▶ Available data:

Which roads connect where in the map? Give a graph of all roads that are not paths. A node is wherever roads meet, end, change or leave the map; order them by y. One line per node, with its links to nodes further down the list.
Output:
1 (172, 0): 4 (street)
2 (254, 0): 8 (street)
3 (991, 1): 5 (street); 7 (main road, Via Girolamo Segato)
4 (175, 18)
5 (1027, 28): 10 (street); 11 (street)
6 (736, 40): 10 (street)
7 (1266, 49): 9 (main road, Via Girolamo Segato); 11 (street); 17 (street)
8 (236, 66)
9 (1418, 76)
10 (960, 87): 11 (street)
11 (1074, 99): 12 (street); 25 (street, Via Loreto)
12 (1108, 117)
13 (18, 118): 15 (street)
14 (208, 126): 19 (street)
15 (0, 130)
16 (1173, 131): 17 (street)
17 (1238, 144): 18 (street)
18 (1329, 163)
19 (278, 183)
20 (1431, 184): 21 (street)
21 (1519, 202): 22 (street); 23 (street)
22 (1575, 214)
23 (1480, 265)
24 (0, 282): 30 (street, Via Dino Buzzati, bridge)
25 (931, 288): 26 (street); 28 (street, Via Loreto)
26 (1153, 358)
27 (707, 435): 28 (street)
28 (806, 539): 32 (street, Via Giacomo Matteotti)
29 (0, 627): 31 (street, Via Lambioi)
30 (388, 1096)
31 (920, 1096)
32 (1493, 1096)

▶ What to produce: Repeat each entry above, matching every line exactly.

▶ Output for this exercise:
Which roads connect where in the map? Give a graph of all roads that are not paths. A node is wherever roads meet, end, change or leave the map; order them by y. One line per node, with its links to nodes further down the list.
Output:
1 (172, 0): 4 (street)
2 (254, 0): 8 (street)
3 (991, 1): 5 (street); 7 (main road, Via Girolamo Segato)
4 (175, 18)
5 (1027, 28): 10 (street); 11 (street)
6 (736, 40): 10 (street)
7 (1266, 49): 9 (main road, Via Girolamo Segato); 11 (street); 17 (street)
8 (236, 66)
9 (1418, 76)
10 (960, 87): 11 (street)
11 (1074, 99): 12 (street); 25 (street, Via Loreto)
12 (1108, 117)
13 (18, 118): 15 (street)
14 (208, 126): 19 (street)
15 (0, 130)
16 (1173, 131): 17 (street)
17 (1238, 144): 18 (street)
18 (1329, 163)
19 (278, 183)
20 (1431, 184): 21 (street)
21 (1519, 202): 22 (street); 23 (street)
22 (1575, 214)
23 (1480, 265)
24 (0, 282): 30 (street, Via Dino Buzzati, bridge)
25 (931, 288): 26 (street); 28 (street, Via Loreto)
26 (1153, 358)
27 (707, 435): 28 (street)
28 (806, 539): 32 (street, Via Giacomo Matteotti)
29 (0, 627): 31 (street, Via Lambioi)
30 (388, 1096)
31 (920, 1096)
32 (1493, 1096)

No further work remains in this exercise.